* _Work to be completed_: Render every line of the data exactly as written, and leave out the pictures.

- Opening Delimiter -

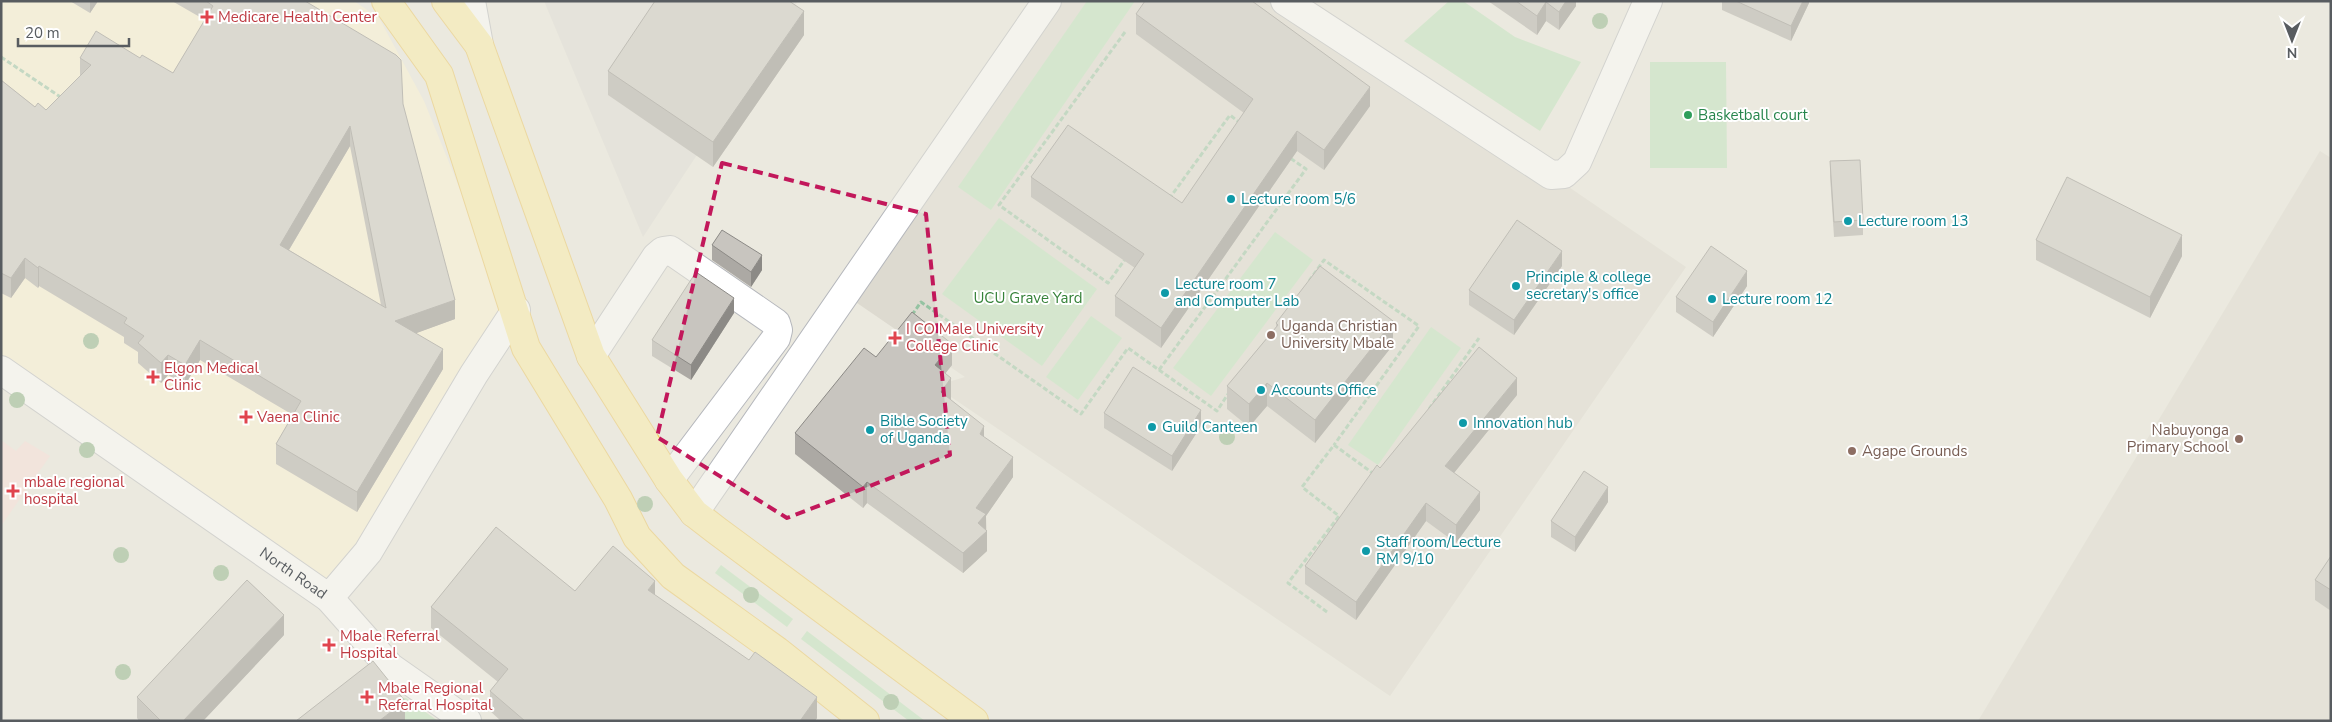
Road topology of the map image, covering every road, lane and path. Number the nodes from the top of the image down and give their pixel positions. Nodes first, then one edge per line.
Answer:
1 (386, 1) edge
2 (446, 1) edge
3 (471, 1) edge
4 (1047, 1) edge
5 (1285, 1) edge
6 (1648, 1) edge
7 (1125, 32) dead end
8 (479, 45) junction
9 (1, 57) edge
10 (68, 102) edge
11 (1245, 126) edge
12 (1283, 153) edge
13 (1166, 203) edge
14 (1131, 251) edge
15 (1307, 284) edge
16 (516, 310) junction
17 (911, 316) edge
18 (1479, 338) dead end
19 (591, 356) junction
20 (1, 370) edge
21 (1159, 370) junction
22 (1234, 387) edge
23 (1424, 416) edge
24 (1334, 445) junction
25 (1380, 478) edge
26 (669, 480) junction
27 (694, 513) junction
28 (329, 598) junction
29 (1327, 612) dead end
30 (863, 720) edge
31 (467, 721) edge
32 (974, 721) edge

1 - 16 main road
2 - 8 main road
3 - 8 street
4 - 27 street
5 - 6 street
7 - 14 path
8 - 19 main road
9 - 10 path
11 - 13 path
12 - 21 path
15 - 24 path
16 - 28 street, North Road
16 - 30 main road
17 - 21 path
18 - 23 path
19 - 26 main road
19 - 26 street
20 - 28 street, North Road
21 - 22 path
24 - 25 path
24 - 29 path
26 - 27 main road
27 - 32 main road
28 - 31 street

- Closing Delimiter -

* _Solution below_:
Road topology of the map image, covering every road, lane and path. Number the nodes from the top of the image down and give their pixel positions. Nodes first, then one edge per line.
Answer:
1 (386, 1) edge
2 (446, 1) edge
3 (471, 1) edge
4 (1047, 1) edge
5 (1285, 1) edge
6 (1648, 1) edge
7 (1125, 32) dead end
8 (479, 45) junction
9 (1, 57) edge
10 (68, 102) edge
11 (1245, 126) edge
12 (1283, 153) edge
13 (1166, 203) edge
14 (1131, 251) edge
15 (1307, 284) edge
16 (516, 310) junction
17 (911, 316) edge
18 (1479, 338) dead end
19 (591, 356) junction
20 (1, 370) edge
21 (1159, 370) junction
22 (1234, 387) edge
23 (1424, 416) edge
24 (1334, 445) junction
25 (1380, 478) edge
26 (669, 480) junction
27 (694, 513) junction
28 (329, 598) junction
29 (1327, 612) dead end
30 (863, 720) edge
31 (467, 721) edge
32 (974, 721) edge

1 - 16 main road
2 - 8 main road
3 - 8 street
4 - 27 street
5 - 6 street
7 - 14 path
8 - 19 main road
9 - 10 path
11 - 13 path
12 - 21 path
15 - 24 path
16 - 28 street, North Road
16 - 30 main road
17 - 21 path
18 - 23 path
19 - 26 main road
19 - 26 street
20 - 28 street, North Road
21 - 22 path
24 - 25 path
24 - 29 path
26 - 27 main road
27 - 32 main road
28 - 31 street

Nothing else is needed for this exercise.